Fatty Liver Disease – An Underappreciated Concern in the Obese Population
Dr. Jacobs’ 4 Key Points
- Fatty liver disease is prevalent (about 66%) in patients with excess weight and obesity.
- While most primary care physicians discuss cholesterol and blood pressure regularly, fatty liver disease represents an underappreciated but very real and potentially chronic problem for patients carrying excess weight.
- Bariatric surgery is an effective way to improve or eliminate fatty liver disease.
- The number one cause of cirrhosis today is fatty liver due to obesity.
As bariatric surgeons, we see the liver in every procedure we perform.

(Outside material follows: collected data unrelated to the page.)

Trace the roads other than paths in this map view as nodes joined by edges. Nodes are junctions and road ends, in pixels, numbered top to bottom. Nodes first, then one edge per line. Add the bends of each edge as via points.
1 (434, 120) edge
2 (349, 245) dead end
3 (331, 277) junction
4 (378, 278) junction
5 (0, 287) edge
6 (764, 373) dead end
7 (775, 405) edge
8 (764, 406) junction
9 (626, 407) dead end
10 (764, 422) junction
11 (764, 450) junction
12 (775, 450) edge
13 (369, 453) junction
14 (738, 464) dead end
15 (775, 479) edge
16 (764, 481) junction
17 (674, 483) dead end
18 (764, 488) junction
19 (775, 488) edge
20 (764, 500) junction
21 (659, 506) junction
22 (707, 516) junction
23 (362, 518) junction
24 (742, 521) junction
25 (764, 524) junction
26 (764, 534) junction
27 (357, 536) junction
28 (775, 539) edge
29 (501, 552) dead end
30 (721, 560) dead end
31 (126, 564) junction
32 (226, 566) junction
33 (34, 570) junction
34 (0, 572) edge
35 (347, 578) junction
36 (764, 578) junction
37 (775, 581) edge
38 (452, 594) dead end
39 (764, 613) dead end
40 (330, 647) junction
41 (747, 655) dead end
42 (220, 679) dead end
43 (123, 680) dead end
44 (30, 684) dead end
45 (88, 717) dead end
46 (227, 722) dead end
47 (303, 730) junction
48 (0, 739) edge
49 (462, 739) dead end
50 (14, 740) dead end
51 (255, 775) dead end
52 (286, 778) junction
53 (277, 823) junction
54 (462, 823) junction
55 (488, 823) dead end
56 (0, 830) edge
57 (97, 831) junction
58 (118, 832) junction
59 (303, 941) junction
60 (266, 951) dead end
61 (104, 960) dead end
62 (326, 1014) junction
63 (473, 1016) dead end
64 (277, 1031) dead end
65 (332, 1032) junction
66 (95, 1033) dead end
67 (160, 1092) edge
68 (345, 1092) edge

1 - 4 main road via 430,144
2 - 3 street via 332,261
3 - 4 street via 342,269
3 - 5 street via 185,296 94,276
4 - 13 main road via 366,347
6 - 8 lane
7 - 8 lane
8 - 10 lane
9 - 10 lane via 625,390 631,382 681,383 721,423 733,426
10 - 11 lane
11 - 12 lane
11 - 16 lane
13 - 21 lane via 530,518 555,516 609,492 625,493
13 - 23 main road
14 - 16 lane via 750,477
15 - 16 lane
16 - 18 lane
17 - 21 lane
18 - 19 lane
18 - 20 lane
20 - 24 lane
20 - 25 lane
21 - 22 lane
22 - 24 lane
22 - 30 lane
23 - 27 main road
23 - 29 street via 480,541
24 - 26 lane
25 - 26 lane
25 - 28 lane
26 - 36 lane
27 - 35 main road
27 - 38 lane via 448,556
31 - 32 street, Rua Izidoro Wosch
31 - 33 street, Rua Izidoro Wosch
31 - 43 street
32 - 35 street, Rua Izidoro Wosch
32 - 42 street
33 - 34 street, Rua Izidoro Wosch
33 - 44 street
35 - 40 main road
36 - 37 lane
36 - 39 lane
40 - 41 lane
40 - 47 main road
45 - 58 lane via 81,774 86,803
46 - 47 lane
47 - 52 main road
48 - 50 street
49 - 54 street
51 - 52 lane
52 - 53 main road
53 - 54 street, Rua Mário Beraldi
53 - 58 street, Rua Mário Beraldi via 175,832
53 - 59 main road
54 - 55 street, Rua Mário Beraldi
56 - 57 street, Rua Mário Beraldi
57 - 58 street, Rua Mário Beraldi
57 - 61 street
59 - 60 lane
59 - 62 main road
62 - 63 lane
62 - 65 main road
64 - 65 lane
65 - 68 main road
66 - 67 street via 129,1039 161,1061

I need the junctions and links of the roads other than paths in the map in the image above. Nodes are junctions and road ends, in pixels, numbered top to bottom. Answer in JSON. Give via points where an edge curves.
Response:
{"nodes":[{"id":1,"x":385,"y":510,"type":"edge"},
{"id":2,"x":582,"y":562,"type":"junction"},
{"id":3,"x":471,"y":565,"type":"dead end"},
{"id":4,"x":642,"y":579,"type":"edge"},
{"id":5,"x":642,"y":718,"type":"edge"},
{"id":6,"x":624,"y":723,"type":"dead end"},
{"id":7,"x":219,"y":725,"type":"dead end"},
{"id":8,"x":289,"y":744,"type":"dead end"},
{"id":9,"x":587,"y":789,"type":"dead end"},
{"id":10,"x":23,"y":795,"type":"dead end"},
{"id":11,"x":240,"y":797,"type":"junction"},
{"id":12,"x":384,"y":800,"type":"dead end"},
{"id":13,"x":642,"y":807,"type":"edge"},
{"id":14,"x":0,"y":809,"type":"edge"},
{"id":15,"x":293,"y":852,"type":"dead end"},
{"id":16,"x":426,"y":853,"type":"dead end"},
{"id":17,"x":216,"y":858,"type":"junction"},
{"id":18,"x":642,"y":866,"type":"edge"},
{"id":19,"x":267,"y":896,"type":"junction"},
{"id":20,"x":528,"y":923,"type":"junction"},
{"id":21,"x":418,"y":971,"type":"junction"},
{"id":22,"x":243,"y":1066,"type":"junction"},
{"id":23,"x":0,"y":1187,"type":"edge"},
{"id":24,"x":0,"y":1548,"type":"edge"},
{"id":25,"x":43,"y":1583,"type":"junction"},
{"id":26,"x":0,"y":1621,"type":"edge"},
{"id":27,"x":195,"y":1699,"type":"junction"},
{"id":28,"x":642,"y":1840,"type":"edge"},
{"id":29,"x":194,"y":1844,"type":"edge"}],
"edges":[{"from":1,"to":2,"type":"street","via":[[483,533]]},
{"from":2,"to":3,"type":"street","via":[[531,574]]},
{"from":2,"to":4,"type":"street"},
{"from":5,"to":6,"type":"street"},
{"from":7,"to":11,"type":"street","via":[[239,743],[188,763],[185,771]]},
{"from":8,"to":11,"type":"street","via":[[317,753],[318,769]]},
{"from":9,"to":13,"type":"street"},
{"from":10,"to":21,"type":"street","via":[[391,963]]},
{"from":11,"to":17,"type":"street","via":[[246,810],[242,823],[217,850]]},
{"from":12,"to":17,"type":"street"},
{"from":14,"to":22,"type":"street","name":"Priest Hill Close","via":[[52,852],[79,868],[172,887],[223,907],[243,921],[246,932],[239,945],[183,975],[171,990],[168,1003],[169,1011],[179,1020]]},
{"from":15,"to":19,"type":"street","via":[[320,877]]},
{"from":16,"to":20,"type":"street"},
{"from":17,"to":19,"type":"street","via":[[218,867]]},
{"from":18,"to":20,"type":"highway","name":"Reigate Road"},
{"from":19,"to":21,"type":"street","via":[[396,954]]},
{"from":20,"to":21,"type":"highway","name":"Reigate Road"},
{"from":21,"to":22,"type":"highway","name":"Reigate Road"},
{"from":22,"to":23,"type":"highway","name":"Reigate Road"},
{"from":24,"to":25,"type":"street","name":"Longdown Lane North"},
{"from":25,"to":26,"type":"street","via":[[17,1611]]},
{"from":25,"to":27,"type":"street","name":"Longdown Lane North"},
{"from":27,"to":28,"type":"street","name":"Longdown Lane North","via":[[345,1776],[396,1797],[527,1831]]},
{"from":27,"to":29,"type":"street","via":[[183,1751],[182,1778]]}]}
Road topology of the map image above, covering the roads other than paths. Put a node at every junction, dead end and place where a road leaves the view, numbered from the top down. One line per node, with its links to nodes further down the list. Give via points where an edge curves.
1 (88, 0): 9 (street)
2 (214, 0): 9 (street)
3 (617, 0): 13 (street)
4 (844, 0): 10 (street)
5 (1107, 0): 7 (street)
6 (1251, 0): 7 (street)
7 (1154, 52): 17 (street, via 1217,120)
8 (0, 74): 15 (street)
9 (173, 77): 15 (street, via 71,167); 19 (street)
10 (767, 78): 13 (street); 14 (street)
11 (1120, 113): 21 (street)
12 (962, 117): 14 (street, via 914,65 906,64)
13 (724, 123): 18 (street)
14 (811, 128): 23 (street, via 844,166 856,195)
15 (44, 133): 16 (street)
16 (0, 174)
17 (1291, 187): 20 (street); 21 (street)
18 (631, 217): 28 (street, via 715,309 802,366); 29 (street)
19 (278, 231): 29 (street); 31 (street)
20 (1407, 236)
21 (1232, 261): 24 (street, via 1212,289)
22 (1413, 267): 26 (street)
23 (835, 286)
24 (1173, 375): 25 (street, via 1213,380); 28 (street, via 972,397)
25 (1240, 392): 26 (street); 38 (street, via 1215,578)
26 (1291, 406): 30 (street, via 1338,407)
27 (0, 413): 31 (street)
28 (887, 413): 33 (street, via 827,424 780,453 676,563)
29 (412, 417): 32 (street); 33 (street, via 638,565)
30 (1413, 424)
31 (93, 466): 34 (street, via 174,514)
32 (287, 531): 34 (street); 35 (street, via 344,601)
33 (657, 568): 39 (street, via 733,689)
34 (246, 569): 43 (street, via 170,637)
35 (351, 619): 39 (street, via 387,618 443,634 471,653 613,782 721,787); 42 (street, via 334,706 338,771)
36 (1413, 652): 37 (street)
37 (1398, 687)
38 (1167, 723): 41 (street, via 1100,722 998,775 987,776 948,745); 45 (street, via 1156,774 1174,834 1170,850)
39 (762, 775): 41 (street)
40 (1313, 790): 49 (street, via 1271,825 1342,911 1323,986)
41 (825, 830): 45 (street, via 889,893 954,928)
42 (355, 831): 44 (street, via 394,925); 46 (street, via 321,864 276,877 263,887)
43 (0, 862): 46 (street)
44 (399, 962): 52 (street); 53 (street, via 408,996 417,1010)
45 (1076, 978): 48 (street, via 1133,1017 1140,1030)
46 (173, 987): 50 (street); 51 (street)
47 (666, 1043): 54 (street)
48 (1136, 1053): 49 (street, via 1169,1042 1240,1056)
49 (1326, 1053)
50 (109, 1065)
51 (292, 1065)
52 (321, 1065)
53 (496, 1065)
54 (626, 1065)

While we think of fatty liver and cirrhosis of the liver as issues that affect those who drink alcohol excessively, these liver disorders are often caused by excess weight and obesity. Approximately 66% of overweight or obese patients suffer from fatty liver. As people gain weight, they put additional strain on the liver, which develops fatty deposits in response. These deposits, if left unresolved, eventually cause damage to the sensitive tissue and can ultimately begin to scar. The scarring is known as cirrhosis, turning the liver from soft and supple to hard and nodular, visibly unhealthy. Eventually, the liver cannot regulate chemical levels in the blood, and so begin the varying levels of nonalcoholic fatty liver disease. In the worst-case scenario, this condition can require a liver transplant to avoid long-term disability and even death.
We often discuss the consequences of excess weight and obesity in terms of high cholesterol, high blood pressure, diabetes, sleep apnea, and reflux, but we often ignore or underappreciate the effects of fatty liver at our peril.
How Do I Know I Have a Fatty Liver?
Unfortunately, a fatty liver does not show immediate and obvious effects until damage begins. When liver enzymes appear elevated in blood work or liver function tests show deficiencies, some damage has already been done.
While radiological tests such as MRIs and ultrasounds can spot scarring on the liver, the only way to definitively diagnose fatty liver is through a liver biopsy, which we often perform in conjunction with a bariatric surgical procedure, especially if liver function tests or laparoscopic visualization show concern.
However, we don’t want to wait that long to find liver issues. Therefore, we must stratify your risk. Do you have high cholesterol? Are you carrying a significant amount of excess weight? At some point, we must consider the possibility of fatty liver disease.
While we do not believe in alarming our patients, anyone carrying excess weight must be aware of the possible consequences of and potential treatment options or remedies for fatty liver disease. While we always consider surgery a last resort, we also know it to be an excellent option, especially for patients with obesity and uncontrolled comorbidities associated with metabolic disease. As such, we encourage patients to visit a weight loss specialist to take steps to improve their health.